How West-Asia War Could Reshape the AI Race

How West-Asia War Could Reshape the AI Race

The Hindu Business Line
The Hindu Business LineApr 13, 2026

Companies Mentioned

Why It Matters

Energy scarcity directly limits AI compute capacity, potentially entrenching technological inequality and reshaping where AI innovation and investment flow.

Key Takeaways

  • Gas‑dependent US data centers face higher costs amid Middle‑East conflict
  • Rising energy prices could stall AI adoption in developing economies
  • Sovereign‑wealth funds may shift AI venture funding to defense projects
  • Investor capital flees emerging markets, tightening startup liquidity
  • AI’s carbon footprint may grow as fossil‑fuel power use increases

Pulse Analysis

The AI boom is increasingly tethered to physical infrastructure, with data centers consuming a growing share of global electricity. In the United States, natural‑gas‑fired plants power a large portion of the "data‑center alley" in Northern Virginia, making AI workloads vulnerable to spikes in gas prices triggered by Middle‑East tensions. As the conflict constricts supply routes and inflates commodity costs, tech firms may face higher operating expenses, prompting a shift toward renewable contracts or geographic diversification of compute resources. This energy‑driven pressure underscores the need for resilient, low‑carbon power strategies in AI‑intensive operations.

Geopolitical instability is also reshaping capital flows. Investors are pulling back from emerging‑market exposure, favoring the U.S. dollar and defensive equities, while West‑Asian sovereign‑wealth funds—traditionally aggressive AI backers—are likely to reallocate capital toward energy security and defense initiatives. The result is a tightening of liquidity for AI start‑ups that depend on long‑term funding, especially those targeting markets with weaker grid capacity. This capital shift could decelerate innovation pipelines outside the core tech hubs, reinforcing a concentration of AI development in regions with stable energy and financing environments.

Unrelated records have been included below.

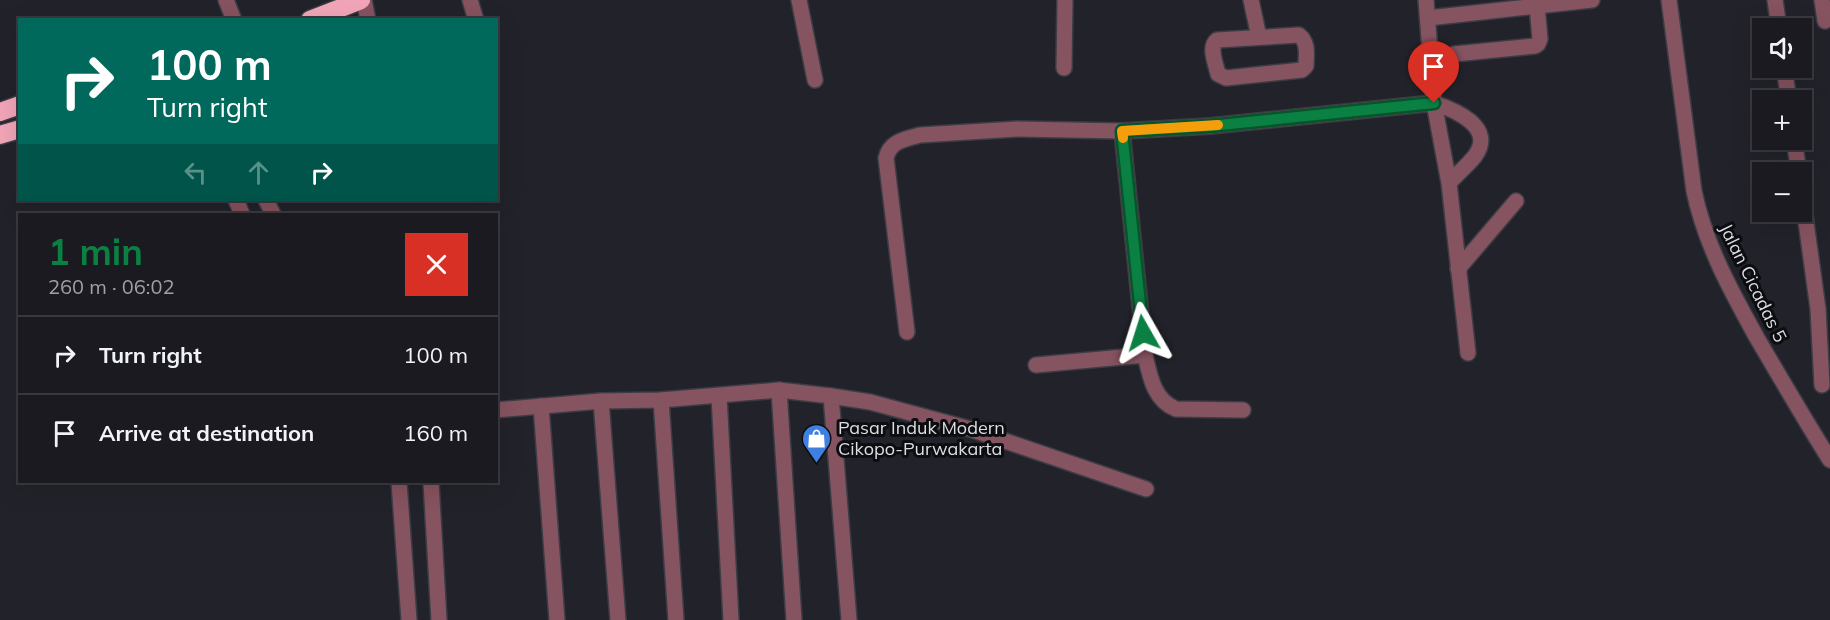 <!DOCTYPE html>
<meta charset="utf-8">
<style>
:root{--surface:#1a1a20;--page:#27272d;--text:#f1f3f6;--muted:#9fa1a5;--line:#38383e;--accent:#0b8043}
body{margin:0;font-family:Mulish,sans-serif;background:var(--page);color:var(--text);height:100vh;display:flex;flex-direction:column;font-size:22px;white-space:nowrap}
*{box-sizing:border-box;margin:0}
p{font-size:20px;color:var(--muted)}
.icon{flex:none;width:33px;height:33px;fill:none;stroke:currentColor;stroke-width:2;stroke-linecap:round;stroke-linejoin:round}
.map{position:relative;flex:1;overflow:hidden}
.details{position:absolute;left:18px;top:213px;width:480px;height:270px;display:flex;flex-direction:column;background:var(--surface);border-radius:0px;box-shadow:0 6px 24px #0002,0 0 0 2px var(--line)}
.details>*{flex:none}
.banner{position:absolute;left:18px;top:18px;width:480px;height:183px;border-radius:0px;box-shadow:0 6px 24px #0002,0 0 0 2px var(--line);background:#00695c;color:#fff;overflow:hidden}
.fabs{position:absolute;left:1752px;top:18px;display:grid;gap:12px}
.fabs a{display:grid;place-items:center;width:60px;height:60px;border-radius:0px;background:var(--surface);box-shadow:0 6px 24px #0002,0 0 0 2px var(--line);font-size:30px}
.pin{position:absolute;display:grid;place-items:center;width:51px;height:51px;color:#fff;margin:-62px -26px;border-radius:50% 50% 50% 0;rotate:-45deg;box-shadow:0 0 6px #0007}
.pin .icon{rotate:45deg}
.me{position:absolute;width:66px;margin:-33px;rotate:354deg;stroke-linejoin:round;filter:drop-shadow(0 0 4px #0008)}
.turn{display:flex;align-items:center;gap:21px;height:126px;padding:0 30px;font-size:27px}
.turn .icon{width:78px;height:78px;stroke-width:2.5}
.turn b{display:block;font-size:42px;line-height:51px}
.lanes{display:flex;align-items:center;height:57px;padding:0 30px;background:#0003;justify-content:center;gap:30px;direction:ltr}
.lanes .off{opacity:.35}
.round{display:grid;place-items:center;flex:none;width:63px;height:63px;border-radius:0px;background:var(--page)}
.head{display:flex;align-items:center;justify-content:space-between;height:102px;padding:0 30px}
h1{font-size:36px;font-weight:700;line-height:45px;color:var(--accent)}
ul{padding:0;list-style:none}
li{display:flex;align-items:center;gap:18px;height:78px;padding:0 30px;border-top:2px solid var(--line)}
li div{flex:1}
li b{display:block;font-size:22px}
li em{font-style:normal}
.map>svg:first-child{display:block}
</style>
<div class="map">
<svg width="1830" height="620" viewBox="0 0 1830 620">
<rect width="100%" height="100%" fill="#22232a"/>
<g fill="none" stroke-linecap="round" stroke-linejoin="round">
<defs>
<g id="minor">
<path d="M226,0l8,20"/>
<path d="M364,0l4,20"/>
<path d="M470,0l6,20"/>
<path d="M799,0l16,80"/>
<path d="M1251,0l8,37"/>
<path d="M1669,0l25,191c11,53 37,100 63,147 24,41 48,82 73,122"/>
<path d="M1775,0l4,28"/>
<path d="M1822,0l3,21"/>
<path d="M1428,18l164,-18"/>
<path d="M1299,35c10,8 7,20 7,31l-4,4 -76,8 -8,-4c-2,-10 -10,-27 -1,-34z"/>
<path d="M1454,54l81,-8 3,-2 2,-5 -3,-33"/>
<path d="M1064,68l1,-68"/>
<path d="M1784,68l5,32"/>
<path d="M1122,131l23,224c5,22 9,45 31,54l67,1"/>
<path d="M1794,140l5,32"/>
<path d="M1449,183c8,-9 18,-17 26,-27 21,-29 -20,-46 -41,-53l15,80 19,170"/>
<path d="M1802,193l16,116 4,76"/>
<path d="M236,200l6,14"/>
<path d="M266,200l7,14"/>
<path d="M1458,269l58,-68"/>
<path d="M907,332l-21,-174c4,-17 19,-19 34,-23l97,-6 105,2 88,-5 224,-23 -8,-103"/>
<path d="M1036,365l109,-10"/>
<path d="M779,390l15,230"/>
<path d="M719,396l12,224"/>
<path d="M831,396l18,224"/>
<path d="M661,400l15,220"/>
<path d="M601,401l17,219"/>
<path d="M541,406l16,214"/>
<path d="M496,410l105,-9 60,-1 118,-10 52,6 39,6 100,27 176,60"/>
<path d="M399,482l10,138"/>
<path d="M431,482l8,138"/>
</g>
<g id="highway">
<path d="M310,20l51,-20"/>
<path d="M0,112l20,-7"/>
<path d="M0,135l20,-6"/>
</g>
</defs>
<use href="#minor" stroke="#3c3d44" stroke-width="18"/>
<use href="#highway" stroke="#3c3d44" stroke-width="21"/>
<use href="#minor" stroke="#865360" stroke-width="15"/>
<use href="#highway" stroke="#f2a5b8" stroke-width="18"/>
</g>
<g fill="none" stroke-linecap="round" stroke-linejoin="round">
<defs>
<path id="route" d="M1143,333l-21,-202 88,-5 224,-23"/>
</defs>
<use href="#route" stroke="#07532c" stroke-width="15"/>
<use href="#route" stroke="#0b8043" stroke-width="10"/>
<path stroke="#f59e0b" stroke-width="10" d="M1123,138l-1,-7 96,-6"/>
</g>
<defs>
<symbol id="shop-pin" viewBox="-11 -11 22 30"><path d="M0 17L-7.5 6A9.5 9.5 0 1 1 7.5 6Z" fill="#3f7fe0" stroke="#0c0d10"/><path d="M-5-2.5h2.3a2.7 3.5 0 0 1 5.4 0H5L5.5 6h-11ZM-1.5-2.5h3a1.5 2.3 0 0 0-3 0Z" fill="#fff"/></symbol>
</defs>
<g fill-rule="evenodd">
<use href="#shop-pin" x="800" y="422" width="33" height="45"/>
</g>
<g text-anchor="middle" stroke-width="6" stroke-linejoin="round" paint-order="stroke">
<g font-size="18" fill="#dddee3" stroke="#0c0d10">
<text transform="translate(1753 283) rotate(64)" y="6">Jalan Cicadas 5</text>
</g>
<g font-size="18" fill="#dddee3" stroke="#0c0d10" text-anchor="start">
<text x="838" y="434">Pasar Induk Modern<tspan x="838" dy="21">Cikopo-Purwakarta</tspan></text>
</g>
</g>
</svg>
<div class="fabs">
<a><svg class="icon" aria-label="sound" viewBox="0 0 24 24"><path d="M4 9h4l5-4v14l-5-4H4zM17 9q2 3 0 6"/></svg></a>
<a>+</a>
<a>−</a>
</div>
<div class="pin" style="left:1434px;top:103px;background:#d93025"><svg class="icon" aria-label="arrive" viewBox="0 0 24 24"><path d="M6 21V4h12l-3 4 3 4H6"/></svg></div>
<svg class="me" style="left:1143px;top:333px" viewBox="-20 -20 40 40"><path d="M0-17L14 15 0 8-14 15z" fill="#0b8043" stroke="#fff" stroke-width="4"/></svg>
<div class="banner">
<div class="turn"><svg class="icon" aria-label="right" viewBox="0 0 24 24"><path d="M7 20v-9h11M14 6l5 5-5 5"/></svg><div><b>100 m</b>Turn right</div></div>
<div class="lanes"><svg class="icon off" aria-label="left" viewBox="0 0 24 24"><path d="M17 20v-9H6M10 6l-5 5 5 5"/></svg><svg class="icon off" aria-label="ahead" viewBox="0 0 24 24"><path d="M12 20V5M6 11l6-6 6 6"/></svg><svg class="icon" aria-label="right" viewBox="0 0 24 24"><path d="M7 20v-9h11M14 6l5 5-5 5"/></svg></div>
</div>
<section class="details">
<div class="head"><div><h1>1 min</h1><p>260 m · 06:02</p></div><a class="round" style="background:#d93025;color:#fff"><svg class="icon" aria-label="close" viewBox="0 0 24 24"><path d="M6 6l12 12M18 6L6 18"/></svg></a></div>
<ul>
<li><svg class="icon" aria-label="right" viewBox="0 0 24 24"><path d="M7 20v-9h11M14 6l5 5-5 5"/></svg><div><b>Turn right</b></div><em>100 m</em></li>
<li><svg class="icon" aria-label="arrive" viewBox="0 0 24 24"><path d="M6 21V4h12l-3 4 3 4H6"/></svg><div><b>Arrive at destination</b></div><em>160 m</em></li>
</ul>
</section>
</div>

Beyond finance, the war amplifies broader sustainability and equity concerns. AI model training and inference demand substantial electricity and water for cooling, and when cheap, clean power is scarce, firms may resort to carbon‑intensive fossil fuels, raising the sector's greenhouse‑gas footprint. Developing nations, already lagging in digital infrastructure, risk falling further behind, creating an "energy‑backed AI divide" that mirrors earlier internet gaps. Policymakers and industry leaders must therefore consider energy security, climate impact, and inclusive investment as integral components of the AI race, lest the technology’s benefits become confined to a privileged few.